Exactly as written, please set down all of the entries again, with no pictures.

### Available data
● ● ● ● ●

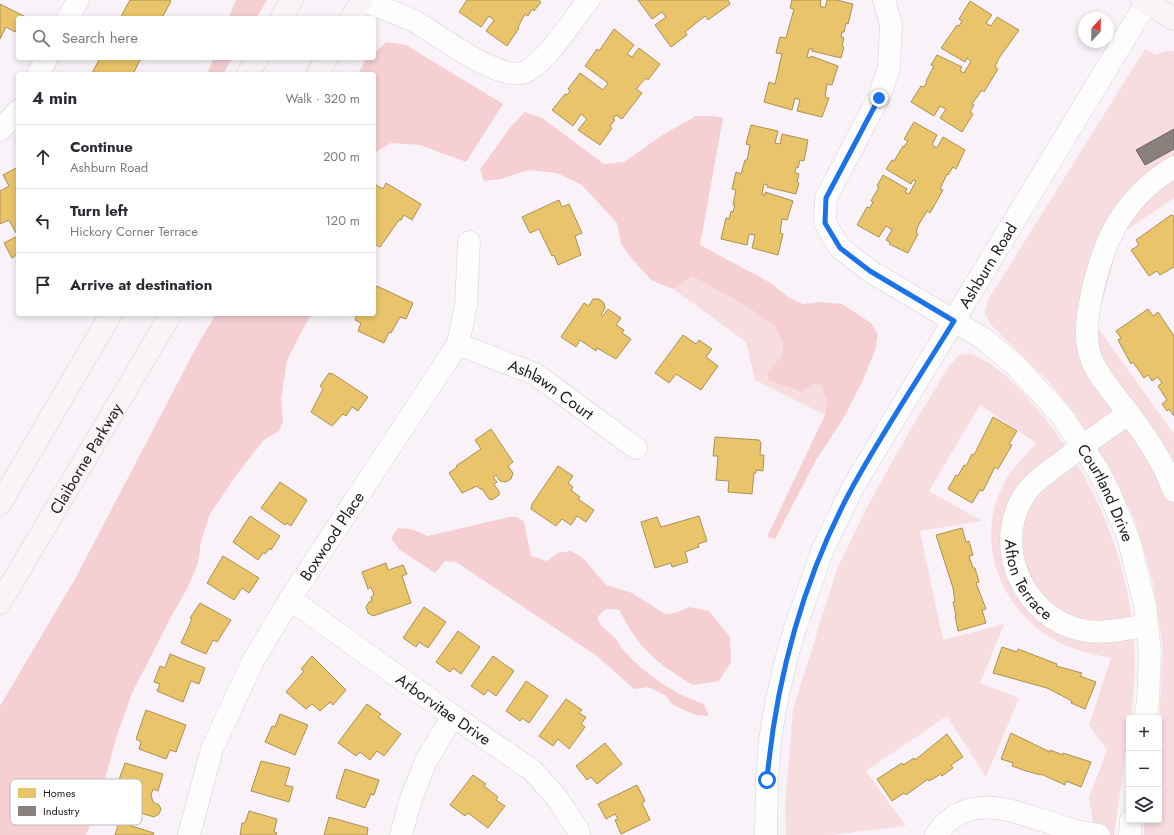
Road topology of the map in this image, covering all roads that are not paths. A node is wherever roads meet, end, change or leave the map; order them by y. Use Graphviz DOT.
graph roads {
  1 [pos="78,0"];
  2 [pos="292,0"];
  3 [pos="362,0"];
  4 [pos="404,0"];
  5 [pos="589,0"];
  6 [pos="884,0"];
  7 [pos="1146,1"];
  8 [pos="69,16"];
  9 [pos="282,16"];
  10 [pos="352,16"];
  11 [pos="1174,19"];
  12 [pos="414,21"];
  13 [pos="46,60"];
  14 [pos="257,60"];
  15 [pos="325,60"];
  16 [pos="39,72"];
  17 [pos="249,72"];
  18 [pos="318,72"];
  19 [pos="16,113"];
  20 [pos="0,130"];
  21 [pos="1174,166"];
  22 [pos="469,242"];
  23 [pos="110,316"];
  24 [pos="170,316"];
  25 [pos="954,321"];
  26 [pos="458,344"];
  27 [pos="1129,413"];
  28 [pos="1082,446"];
  29 [pos="636,448"];
  30 [pos="1170,466"];
  31 [pos="1174,491"];
  32 [pos="0,504"];
  33 [pos="290,599"];
  34 [pos="0,603"];
  35 [pos="1146,626"];
  36 [pos="1146,715"];
  37 [pos="453,716"];
  38 [pos="1131,823"];
  39 [pos="190,835"];
  40 [pos="401,835"];
  41 [pos="578,835"];
  42 [pos="766,835"];
  43 [pos="936,835"];
  44 [pos="1099,835"];
  45 [pos="1130,835"];
  1 -- 8 [label="street"];
  2 -- 9 [label="main road"];
  3 -- 10 [label="main road"];
  3 -- 12 [label="street"];
  4 -- 12 [label="street"];
  5 -- 12 [label="street"];
  6 -- 25 [label="street, Courtland Drive"];
  7 -- 11 [label="main road"];
  7 -- 25 [label="street, Ashburn Road"];
  13 -- 16 [label="street"];
  14 -- 17 [label="main road"];
  15 -- 18 [label="main road"];
  19 -- 20 [label="street"];
  21 -- 27 [label="street"];
  22 -- 26 [label="street, Boxwood Place"];
  23 -- 32 [label="main road"];
  24 -- 34 [label="main road, Claiborne Parkway"];
  25 -- 28 [label="street, Courtland Drive"];
  25 -- 42 [label="street, Ashburn Road"];
  26 -- 29 [label="street, Ashlawn Court"];
  26 -- 33 [label="street, Boxwood Place"];
  27 -- 28 [label="street, Afton Terrace"];
  27 -- 30 [label="street"];
  28 -- 35 [label="street, Courtland Drive"];
  28 -- 35 [label="street, Afton Terrace"];
  30 -- 31 [label="street"];
  33 -- 37 [label="street, Arborvitae Drive"];
  33 -- 39 [label="street, Boxwood Place"];
  35 -- 36 [label="street, Courtland Drive"];
  37 -- 40 [label="street"];
  37 -- 41 [label="street, Arborvitae Drive"];
  38 -- 45 [label="street"];
  43 -- 44 [label="street"];
}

● ● ● ● ●

### Exercise output
Road topology of the map in this image, covering all roads that are not paths. A node is wherever roads meet, end, change or leave the map; order them by y. Use Graphviz DOT.
graph roads {
  1 [pos="78,0"];
  2 [pos="292,0"];
  3 [pos="362,0"];
  4 [pos="404,0"];
  5 [pos="589,0"];
  6 [pos="884,0"];
  7 [pos="1146,1"];
  8 [pos="69,16"];
  9 [pos="282,16"];
  10 [pos="352,16"];
  11 [pos="1174,19"];
  12 [pos="414,21"];
  13 [pos="46,60"];
  14 [pos="257,60"];
  15 [pos="325,60"];
  16 [pos="39,72"];
  17 [pos="249,72"];
  18 [pos="318,72"];
  19 [pos="16,113"];
  20 [pos="0,130"];
  21 [pos="1174,166"];
  22 [pos="469,242"];
  23 [pos="110,316"];
  24 [pos="170,316"];
  25 [pos="954,321"];
  26 [pos="458,344"];
  27 [pos="1129,413"];
  28 [pos="1082,446"];
  29 [pos="636,448"];
  30 [pos="1170,466"];
  31 [pos="1174,491"];
  32 [pos="0,504"];
  33 [pos="290,599"];
  34 [pos="0,603"];
  35 [pos="1146,626"];
  36 [pos="1146,715"];
  37 [pos="453,716"];
  38 [pos="1131,823"];
  39 [pos="190,835"];
  40 [pos="401,835"];
  41 [pos="578,835"];
  42 [pos="766,835"];
  43 [pos="936,835"];
  44 [pos="1099,835"];
  45 [pos="1130,835"];
  1 -- 8 [label="street"];
  2 -- 9 [label="main road"];
  3 -- 10 [label="main road"];
  3 -- 12 [label="street"];
  4 -- 12 [label="street"];
  5 -- 12 [label="street"];
  6 -- 25 [label="street, Courtland Drive"];
  7 -- 11 [label="main road"];
  7 -- 25 [label="street, Ashburn Road"];
  13 -- 16 [label="street"];
  14 -- 17 [label="main road"];
  15 -- 18 [label="main road"];
  19 -- 20 [label="street"];
  21 -- 27 [label="street"];
  22 -- 26 [label="street, Boxwood Place"];
  23 -- 32 [label="main road"];
  24 -- 34 [label="main road, Claiborne Parkway"];
  25 -- 28 [label="street, Courtland Drive"];
  25 -- 42 [label="street, Ashburn Road"];
  26 -- 29 [label="street, Ashlawn Court"];
  26 -- 33 [label="street, Boxwood Place"];
  27 -- 28 [label="street, Afton Terrace"];
  27 -- 30 [label="street"];
  28 -- 35 [label="street, Courtland Drive"];
  28 -- 35 [label="street, Afton Terrace"];
  30 -- 31 [label="street"];
  33 -- 37 [label="street, Arborvitae Drive"];
  33 -- 39 [label="street, Boxwood Place"];
  35 -- 36 [label="street, Courtland Drive"];
  37 -- 40 [label="street"];
  37 -- 41 [label="street, Arborvitae Drive"];
  38 -- 45 [label="street"];
  43 -- 44 [label="street"];
}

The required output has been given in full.